Required work: Take the listing and print it in full, exactly as given.

Records for this task:
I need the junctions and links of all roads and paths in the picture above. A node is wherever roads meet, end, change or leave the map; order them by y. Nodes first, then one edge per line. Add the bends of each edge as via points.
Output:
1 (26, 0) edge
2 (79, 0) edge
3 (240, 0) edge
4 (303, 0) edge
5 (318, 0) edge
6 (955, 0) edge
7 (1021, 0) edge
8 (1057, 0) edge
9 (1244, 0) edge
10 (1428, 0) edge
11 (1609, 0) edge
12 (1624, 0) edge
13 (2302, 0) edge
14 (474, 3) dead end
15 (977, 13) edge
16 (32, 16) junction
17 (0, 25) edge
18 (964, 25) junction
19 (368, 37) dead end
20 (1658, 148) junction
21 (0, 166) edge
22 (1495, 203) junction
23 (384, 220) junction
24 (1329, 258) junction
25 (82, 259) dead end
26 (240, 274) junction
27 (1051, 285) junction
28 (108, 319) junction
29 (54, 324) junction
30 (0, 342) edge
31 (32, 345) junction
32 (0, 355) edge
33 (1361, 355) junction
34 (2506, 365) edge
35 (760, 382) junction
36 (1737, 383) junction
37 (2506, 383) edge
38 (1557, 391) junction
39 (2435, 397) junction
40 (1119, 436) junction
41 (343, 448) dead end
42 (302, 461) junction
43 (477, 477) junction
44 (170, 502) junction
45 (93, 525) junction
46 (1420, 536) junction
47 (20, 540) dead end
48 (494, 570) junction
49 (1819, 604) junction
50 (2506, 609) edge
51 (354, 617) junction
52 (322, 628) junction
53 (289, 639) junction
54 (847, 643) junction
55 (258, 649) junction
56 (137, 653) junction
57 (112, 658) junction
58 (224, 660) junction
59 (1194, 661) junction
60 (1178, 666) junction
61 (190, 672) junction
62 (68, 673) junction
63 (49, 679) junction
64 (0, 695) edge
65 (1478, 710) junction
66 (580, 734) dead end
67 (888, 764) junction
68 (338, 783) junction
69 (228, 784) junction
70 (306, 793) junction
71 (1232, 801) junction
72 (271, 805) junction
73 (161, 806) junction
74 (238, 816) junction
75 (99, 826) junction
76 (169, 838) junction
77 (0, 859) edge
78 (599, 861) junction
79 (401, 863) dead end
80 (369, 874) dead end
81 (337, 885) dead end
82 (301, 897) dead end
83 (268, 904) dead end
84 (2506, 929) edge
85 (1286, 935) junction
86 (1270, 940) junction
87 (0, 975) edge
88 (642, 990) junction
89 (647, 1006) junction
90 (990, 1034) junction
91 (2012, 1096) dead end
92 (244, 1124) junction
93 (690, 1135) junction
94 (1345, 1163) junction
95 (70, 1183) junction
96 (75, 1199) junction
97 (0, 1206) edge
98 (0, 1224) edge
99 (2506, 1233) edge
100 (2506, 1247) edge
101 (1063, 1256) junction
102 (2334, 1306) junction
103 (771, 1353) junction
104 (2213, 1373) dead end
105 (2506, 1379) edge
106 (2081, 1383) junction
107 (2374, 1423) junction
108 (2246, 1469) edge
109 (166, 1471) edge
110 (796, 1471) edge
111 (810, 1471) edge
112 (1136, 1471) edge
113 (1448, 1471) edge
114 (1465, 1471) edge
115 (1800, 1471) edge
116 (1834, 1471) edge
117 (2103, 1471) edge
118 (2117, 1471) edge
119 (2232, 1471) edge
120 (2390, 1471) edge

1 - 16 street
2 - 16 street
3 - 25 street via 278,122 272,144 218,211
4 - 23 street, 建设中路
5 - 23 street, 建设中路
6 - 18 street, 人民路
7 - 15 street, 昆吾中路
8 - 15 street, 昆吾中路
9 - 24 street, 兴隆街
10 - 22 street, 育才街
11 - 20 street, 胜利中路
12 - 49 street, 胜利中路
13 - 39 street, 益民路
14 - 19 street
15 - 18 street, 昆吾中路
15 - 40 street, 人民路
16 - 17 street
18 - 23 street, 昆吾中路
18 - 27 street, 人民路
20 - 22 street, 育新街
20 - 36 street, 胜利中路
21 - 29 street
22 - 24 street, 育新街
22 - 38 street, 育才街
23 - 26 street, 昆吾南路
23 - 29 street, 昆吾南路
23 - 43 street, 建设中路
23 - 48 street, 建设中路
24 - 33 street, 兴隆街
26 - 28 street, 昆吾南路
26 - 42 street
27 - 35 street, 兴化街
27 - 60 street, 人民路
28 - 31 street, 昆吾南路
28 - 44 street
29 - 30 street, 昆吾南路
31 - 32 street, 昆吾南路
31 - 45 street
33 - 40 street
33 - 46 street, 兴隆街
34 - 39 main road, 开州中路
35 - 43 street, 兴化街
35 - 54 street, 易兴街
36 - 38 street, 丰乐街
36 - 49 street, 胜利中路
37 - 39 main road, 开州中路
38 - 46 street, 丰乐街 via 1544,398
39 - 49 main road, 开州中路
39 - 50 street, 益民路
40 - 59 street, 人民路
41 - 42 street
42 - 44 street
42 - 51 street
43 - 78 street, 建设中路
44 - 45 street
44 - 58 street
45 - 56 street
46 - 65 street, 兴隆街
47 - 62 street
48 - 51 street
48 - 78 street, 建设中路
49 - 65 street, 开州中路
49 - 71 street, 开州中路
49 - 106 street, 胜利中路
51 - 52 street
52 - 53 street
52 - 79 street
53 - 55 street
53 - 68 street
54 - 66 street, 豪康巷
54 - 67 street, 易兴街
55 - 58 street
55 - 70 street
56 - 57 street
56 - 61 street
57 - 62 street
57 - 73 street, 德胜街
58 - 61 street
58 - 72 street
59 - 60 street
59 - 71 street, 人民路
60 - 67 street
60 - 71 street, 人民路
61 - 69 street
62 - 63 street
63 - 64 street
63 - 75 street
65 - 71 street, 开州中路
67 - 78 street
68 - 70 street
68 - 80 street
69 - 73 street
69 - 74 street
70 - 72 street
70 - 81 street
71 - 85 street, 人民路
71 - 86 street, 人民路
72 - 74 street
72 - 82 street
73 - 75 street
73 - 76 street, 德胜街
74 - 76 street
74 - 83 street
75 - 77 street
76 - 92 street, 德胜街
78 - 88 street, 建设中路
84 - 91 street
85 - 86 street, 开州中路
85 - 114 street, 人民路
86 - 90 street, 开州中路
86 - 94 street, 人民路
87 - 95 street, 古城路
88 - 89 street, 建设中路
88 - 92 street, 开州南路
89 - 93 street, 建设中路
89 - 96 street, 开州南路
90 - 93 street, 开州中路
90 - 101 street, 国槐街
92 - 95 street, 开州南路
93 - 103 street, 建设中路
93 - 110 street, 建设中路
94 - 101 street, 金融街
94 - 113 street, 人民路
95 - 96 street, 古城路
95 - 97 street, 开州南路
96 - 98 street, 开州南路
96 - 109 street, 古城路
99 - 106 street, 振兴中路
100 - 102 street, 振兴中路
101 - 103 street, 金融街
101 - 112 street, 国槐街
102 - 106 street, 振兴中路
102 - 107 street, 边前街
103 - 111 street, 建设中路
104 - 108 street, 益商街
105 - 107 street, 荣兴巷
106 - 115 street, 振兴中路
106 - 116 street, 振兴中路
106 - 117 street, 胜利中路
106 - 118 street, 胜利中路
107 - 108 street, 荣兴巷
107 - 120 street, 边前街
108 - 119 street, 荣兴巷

Exercise solution:
I need the junctions and links of all roads and paths in the picture above. A node is wherever roads meet, end, change or leave the map; order them by y. Nodes first, then one edge per line. Add the bends of each edge as via points.
Output:
1 (26, 0) edge
2 (79, 0) edge
3 (240, 0) edge
4 (303, 0) edge
5 (318, 0) edge
6 (955, 0) edge
7 (1021, 0) edge
8 (1057, 0) edge
9 (1244, 0) edge
10 (1428, 0) edge
11 (1609, 0) edge
12 (1624, 0) edge
13 (2302, 0) edge
14 (474, 3) dead end
15 (977, 13) edge
16 (32, 16) junction
17 (0, 25) edge
18 (964, 25) junction
19 (368, 37) dead end
20 (1658, 148) junction
21 (0, 166) edge
22 (1495, 203) junction
23 (384, 220) junction
24 (1329, 258) junction
25 (82, 259) dead end
26 (240, 274) junction
27 (1051, 285) junction
28 (108, 319) junction
29 (54, 324) junction
30 (0, 342) edge
31 (32, 345) junction
32 (0, 355) edge
33 (1361, 355) junction
34 (2506, 365) edge
35 (760, 382) junction
36 (1737, 383) junction
37 (2506, 383) edge
38 (1557, 391) junction
39 (2435, 397) junction
40 (1119, 436) junction
41 (343, 448) dead end
42 (302, 461) junction
43 (477, 477) junction
44 (170, 502) junction
45 (93, 525) junction
46 (1420, 536) junction
47 (20, 540) dead end
48 (494, 570) junction
49 (1819, 604) junction
50 (2506, 609) edge
51 (354, 617) junction
52 (322, 628) junction
53 (289, 639) junction
54 (847, 643) junction
55 (258, 649) junction
56 (137, 653) junction
57 (112, 658) junction
58 (224, 660) junction
59 (1194, 661) junction
60 (1178, 666) junction
61 (190, 672) junction
62 (68, 673) junction
63 (49, 679) junction
64 (0, 695) edge
65 (1478, 710) junction
66 (580, 734) dead end
67 (888, 764) junction
68 (338, 783) junction
69 (228, 784) junction
70 (306, 793) junction
71 (1232, 801) junction
72 (271, 805) junction
73 (161, 806) junction
74 (238, 816) junction
75 (99, 826) junction
76 (169, 838) junction
77 (0, 859) edge
78 (599, 861) junction
79 (401, 863) dead end
80 (369, 874) dead end
81 (337, 885) dead end
82 (301, 897) dead end
83 (268, 904) dead end
84 (2506, 929) edge
85 (1286, 935) junction
86 (1270, 940) junction
87 (0, 975) edge
88 (642, 990) junction
89 (647, 1006) junction
90 (990, 1034) junction
91 (2012, 1096) dead end
92 (244, 1124) junction
93 (690, 1135) junction
94 (1345, 1163) junction
95 (70, 1183) junction
96 (75, 1199) junction
97 (0, 1206) edge
98 (0, 1224) edge
99 (2506, 1233) edge
100 (2506, 1247) edge
101 (1063, 1256) junction
102 (2334, 1306) junction
103 (771, 1353) junction
104 (2213, 1373) dead end
105 (2506, 1379) edge
106 (2081, 1383) junction
107 (2374, 1423) junction
108 (2246, 1469) edge
109 (166, 1471) edge
110 (796, 1471) edge
111 (810, 1471) edge
112 (1136, 1471) edge
113 (1448, 1471) edge
114 (1465, 1471) edge
115 (1800, 1471) edge
116 (1834, 1471) edge
117 (2103, 1471) edge
118 (2117, 1471) edge
119 (2232, 1471) edge
120 (2390, 1471) edge

1 - 16 street
2 - 16 street
3 - 25 street via 278,122 272,144 218,211
4 - 23 street, 建设中路
5 - 23 street, 建设中路
6 - 18 street, 人民路
7 - 15 street, 昆吾中路
8 - 15 street, 昆吾中路
9 - 24 street, 兴隆街
10 - 22 street, 育才街
11 - 20 street, 胜利中路
12 - 49 street, 胜利中路
13 - 39 street, 益民路
14 - 19 street
15 - 18 street, 昆吾中路
15 - 40 street, 人民路
16 - 17 street
18 - 23 street, 昆吾中路
18 - 27 street, 人民路
20 - 22 street, 育新街
20 - 36 street, 胜利中路
21 - 29 street
22 - 24 street, 育新街
22 - 38 street, 育才街
23 - 26 street, 昆吾南路
23 - 29 street, 昆吾南路
23 - 43 street, 建设中路
23 - 48 street, 建设中路
24 - 33 street, 兴隆街
26 - 28 street, 昆吾南路
26 - 42 street
27 - 35 street, 兴化街
27 - 60 street, 人民路
28 - 31 street, 昆吾南路
28 - 44 street
29 - 30 street, 昆吾南路
31 - 32 street, 昆吾南路
31 - 45 street
33 - 40 street
33 - 46 street, 兴隆街
34 - 39 main road, 开州中路
35 - 43 street, 兴化街
35 - 54 street, 易兴街
36 - 38 street, 丰乐街
36 - 49 street, 胜利中路
37 - 39 main road, 开州中路
38 - 46 street, 丰乐街 via 1544,398
39 - 49 main road, 开州中路
39 - 50 street, 益民路
40 - 59 street, 人民路
41 - 42 street
42 - 44 street
42 - 51 street
43 - 78 street, 建设中路
44 - 45 street
44 - 58 street
45 - 56 street
46 - 65 street, 兴隆街
47 - 62 street
48 - 51 street
48 - 78 street, 建设中路
49 - 65 street, 开州中路
49 - 71 street, 开州中路
49 - 106 street, 胜利中路
51 - 52 street
52 - 53 street
52 - 79 street
53 - 55 street
53 - 68 street
54 - 66 street, 豪康巷
54 - 67 street, 易兴街
55 - 58 street
55 - 70 street
56 - 57 street
56 - 61 street
57 - 62 street
57 - 73 street, 德胜街
58 - 61 street
58 - 72 street
59 - 60 street
59 - 71 street, 人民路
60 - 67 street
60 - 71 street, 人民路
61 - 69 street
62 - 63 street
63 - 64 street
63 - 75 street
65 - 71 street, 开州中路
67 - 78 street
68 - 70 street
68 - 80 street
69 - 73 street
69 - 74 street
70 - 72 street
70 - 81 street
71 - 85 street, 人民路
71 - 86 street, 人民路
72 - 74 street
72 - 82 street
73 - 75 street
73 - 76 street, 德胜街
74 - 76 street
74 - 83 street
75 - 77 street
76 - 92 street, 德胜街
78 - 88 street, 建设中路
84 - 91 street
85 - 86 street, 开州中路
85 - 114 street, 人民路
86 - 90 street, 开州中路
86 - 94 street, 人民路
87 - 95 street, 古城路
88 - 89 street, 建设中路
88 - 92 street, 开州南路
89 - 93 street, 建设中路
89 - 96 street, 开州南路
90 - 93 street, 开州中路
90 - 101 street, 国槐街
92 - 95 street, 开州南路
93 - 103 street, 建设中路
93 - 110 street, 建设中路
94 - 101 street, 金融街
94 - 113 street, 人民路
95 - 96 street, 古城路
95 - 97 street, 开州南路
96 - 98 street, 开州南路
96 - 109 street, 古城路
99 - 106 street, 振兴中路
100 - 102 street, 振兴中路
101 - 103 street, 金融街
101 - 112 street, 国槐街
102 - 106 street, 振兴中路
102 - 107 street, 边前街
103 - 111 street, 建设中路
104 - 108 street, 益商街
105 - 107 street, 荣兴巷
106 - 115 street, 振兴中路
106 - 116 street, 振兴中路
106 - 117 street, 胜利中路
106 - 118 street, 胜利中路
107 - 108 street, 荣兴巷
107 - 120 street, 边前街
108 - 119 street, 荣兴巷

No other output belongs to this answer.